UK researchers seek to dispel concerns over pills prescribed for those at higher risk of heart attack and strokes

Statins are generally not the cause of the muscle aches and pains that stop some people taking the pills prescribed to protect them against serious heart problems, according to a novel study that hopes to dispel some of the concerns.

Two million people in the UK who are at higher risk of heart attack and strokes are eligible for statins, but many people refuse them or have stopped taking them because of sometimes alarming and widespread reports of muscle pain. But the study funded by the National Institute of Health Research showed that most people had the same aches and pains whether they were taking a statin or taking a dummy pill that looked and tasted just like a statin.

Those who say they have pains while on statins are not imagining it, said Liam Smeeth, professor of clinical epidemiology at the London School of Hygiene & Tropical Medicine and senior author of the study in the British Medical Journal.

“We’re not saying anyone is making up aches and pains at all. These are real aches and pains. What we’re showing very clearly is that those aches and pains are no worse on statins than they are on a placebo,” he said.

The study compared each individual’s symptoms at different points in time on the placebo and on the statin rather than comparing one group against another group. That made their findings “really quite convincing”, said Smeeth. It also meant there was no need to have thousands of people in the trial.

They recruited 200 people who had stopped taking statins after reporting severe muscle pains or were thinking about stopping, and ended up with 151 from 50 GP practices in England and Wales. Over the course of a year, each person was assigned to three periods of two months on a statin and three periods of two months on a placebo – but in a random order, so that neither they nor their GP knew what they were taking at any point. Each participant recorded the muscle aches and pains they felt throughout that time.

Overall, the researchers found people had reported slightly more symptoms on the placebo than the statin, but the difference was not enough to be significant. During the year, 80 people withdrew from the study – 32 because of intolerable muscle symptoms. Of those, 18 experienced the pains on statins and 13 on placebo.

At the end of the trial all participants were invited to see the GP to find out their results. Two-thirds decided they would resume their statins. In the case of the 96 people who were told it was unlikely statins were contributing to their aches and pains, 65 resumed taking the pills (68%).

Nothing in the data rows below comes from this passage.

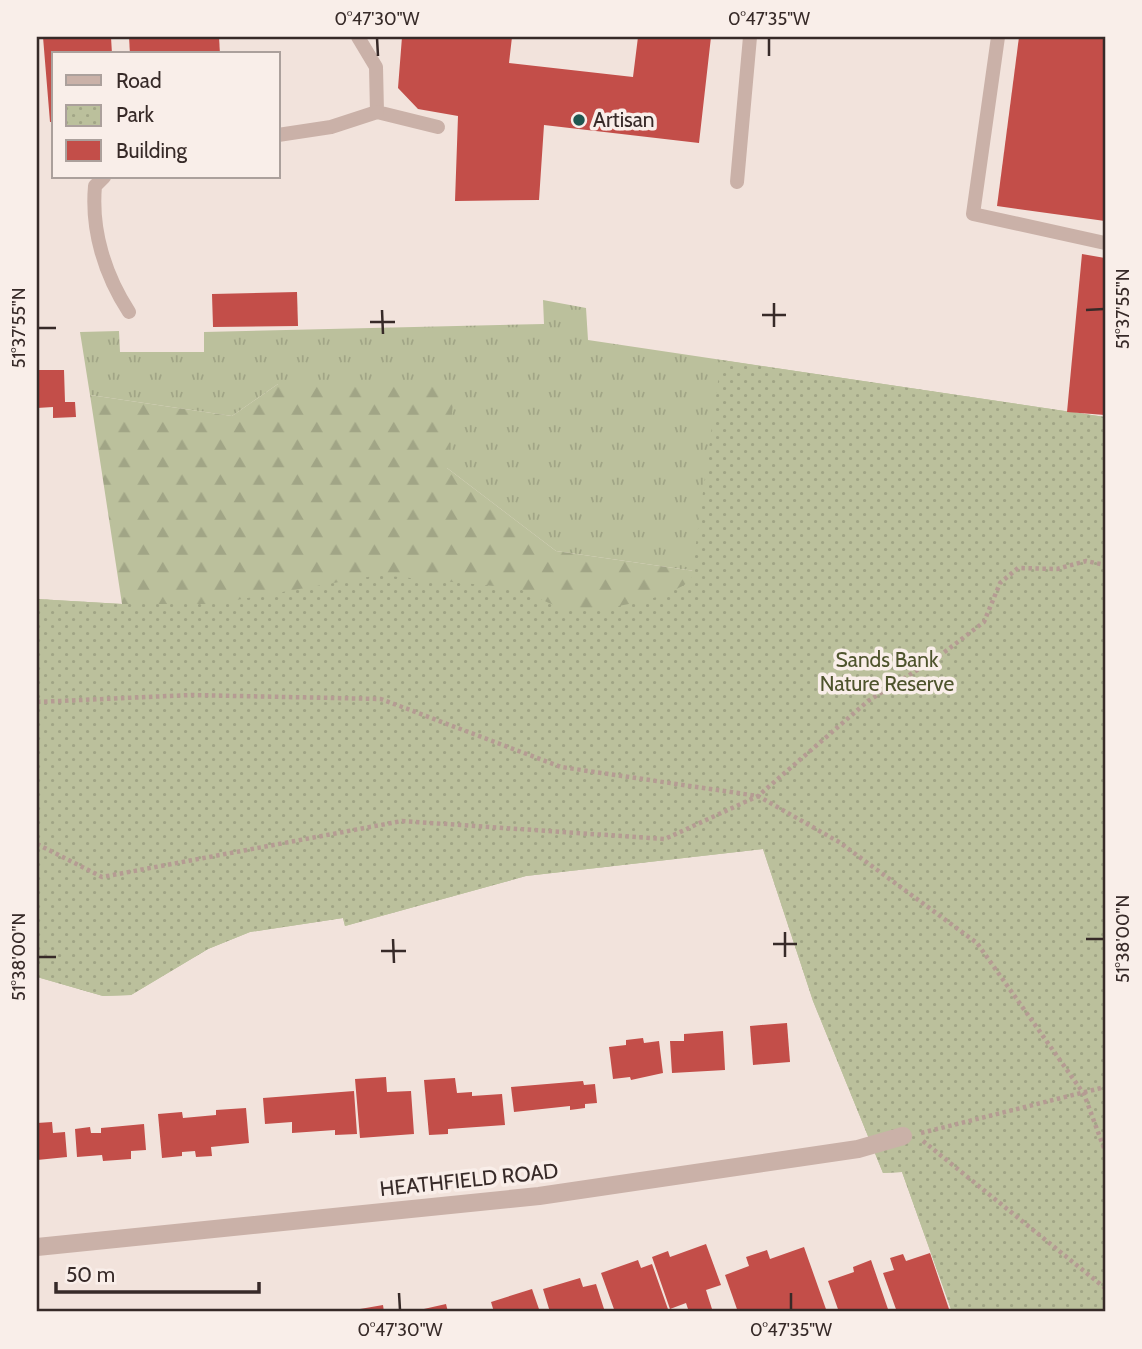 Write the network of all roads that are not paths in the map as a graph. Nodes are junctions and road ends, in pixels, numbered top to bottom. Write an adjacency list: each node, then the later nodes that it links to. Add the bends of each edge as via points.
1 (358, 37): 4 (lane, via 376,67)
2 (750, 37): 8 (lane)
3 (998, 37): 9 (lane, via 973,214)
4 (377, 112): 5 (lane); 6 (lane, via 331,127)
5 (438, 127)
6 (280, 135)
7 (103, 178): 10 (lane, via 94,186 93,214 111,285)
8 (737, 183)
9 (1105, 243)
10 (129, 312)
11 (903, 1136): 12 (street, HEATHFIELD ROAD, via 859,1149 539,1196)
12 (37, 1247) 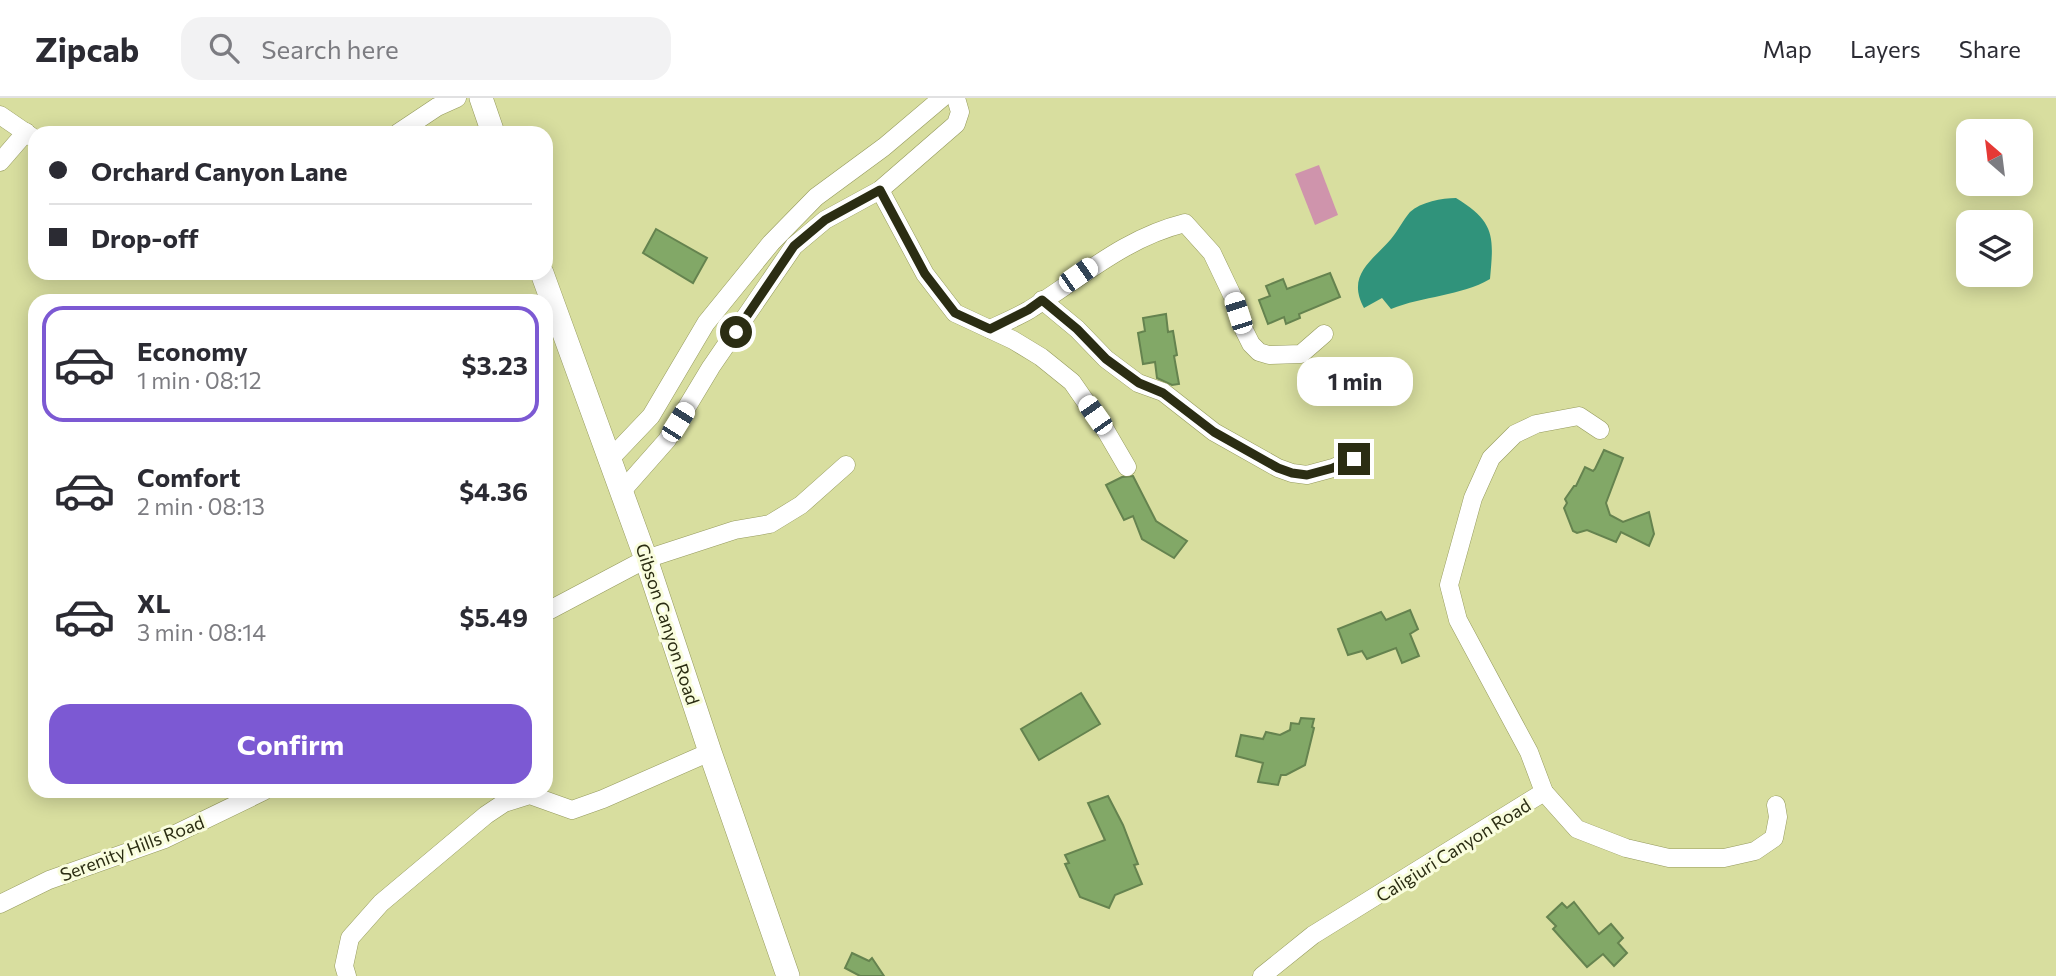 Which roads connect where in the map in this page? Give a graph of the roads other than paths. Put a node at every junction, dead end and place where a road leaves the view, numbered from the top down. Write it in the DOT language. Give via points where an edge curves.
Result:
graph roads {
  1 [pos="457,98"];
  2 [pos="481,98"];
  3 [pos="942,98"];
  4 [pos="956,98"];
  5 [pos="0,115"];
  6 [pos="408,126"];
  7 [pos="491,126"];
  8 [pos="28,134"];
  9 [pos="28,137"];
  10 [pos="0,162"];
  11 [pos="880,190"];
  12 [pos="1042,300"];
  13 [pos="553,303"];
  14 [pos="990,329"];
  15 [pos="1324,334"];
  16 [pos="1600,430"];
  17 [pos="610,459"];
  18 [pos="1354,459"];
  19 [pos="845,465"];
  20 [pos="1127,467"];
  21 [pos="622,491"];
  22 [pos="646,559"];
  23 [pos="553,608"];
  24 [pos="710,752"];
  25 [pos="1544,792"];
  26 [pos="249,798"];
  27 [pos="520,798"];
  28 [pos="538,798"];
  29 [pos="1776,805"];
  30 [pos="0,904"];
  31 [pos="347,976"];
  32 [pos="788,976"];
  33 [pos="1262,976"];
  1 -- 6 [label="street"];
  2 -- 7 [label="main road"];
  3 -- 17 [label="street" via="816,197 771,243 706,323 651,416"];
  4 -- 11 [label="street" via="960,113 956,124"];
  5 -- 8 [label="street"];
  9 -- 10 [label="street"];
  11 -- 14 [label="street" via="925,274 955,313"];
  11 -- 21 [label="street" via="825,220 794,246 667,440"];
  12 -- 14 [label="street"];
  12 -- 15 [label="street" via="1096,263 1162,228 1185,223 1212,253 1244,330 1259,352 1301,354"];
  12 -- 18 [label="street" via="1139,383 1163,393 1214,432 1278,468 1307,475"];
  13 -- 17 [label="main road, Gibson Canyon Road"];
  14 -- 20 [label="street" via="1041,357 1072,382"];
  16 -- 25 [label="street" via="1579,416 1536,424 1515,434 1491,458 1473,498 1449,584 1458,620 1529,752"];
  17 -- 21 [label="main road, Gibson Canyon Road"];
  19 -- 22 [label="street" via="801,505 770,524 735,530"];
  21 -- 22 [label="main road, Gibson Canyon Road"];
  22 -- 23 [label="street"];
  22 -- 24 [label="main road, Gibson Canyon Road"];
  24 -- 28 [label="street" via="572,810"];
  24 -- 32 [label="main road, Gibson Canyon Road"];
  25 -- 29 [label="street, Caligiuri Canyon Road" via="1577,829 1669,858 1724,858 1755,851 1774,838"];
  25 -- 33 [label="street, Caligiuri Canyon Road" via="1313,935"];
  26 -- 30 [label="street, Serenity Hills Road" via="164,839 49,880"];
  27 -- 31 [label="street" via="486,815 381,903 350,937 344,966"];
}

Among the 17 who were told statins could possibly be contributing, nine decided to give them another try (53%).

Most of the people in the trial were in the 65- to 79-year-old age bracket, with a quarter aged 50-64 and smaller numbers of other ages. There was no explanation for their muscle pains.

“Aches and pains are sadly pretty common in people in their 70s, and it’s not surprising people look for a cause for those,” said Smeeth.

“We didn’t go into detail about what was causing their aches and pains, but what we did show was that it wasn’t any worse on statins versus placebo. So undoubtedly aches and pains are common, I’m sorry to say. It’d be great if we could cure them all, but no.”

The team would like to see these individual studies carried out in patients who experience muscle pains on the pills but admit it would be difficult because they would need ethical approval and for the placebo pills to be manufactured and randomly allocated. But they hope the results will encourage people at risk of heart problems to persevere with statins.

“Our work should reassure those already taking statins or thinking about taking statins. These drugs prevent heart attacks and save lives. In very rare cases they can cause muscle pain, but the vast majority of people will not be affected. The benefits far outweigh the risks,” said Smeeth.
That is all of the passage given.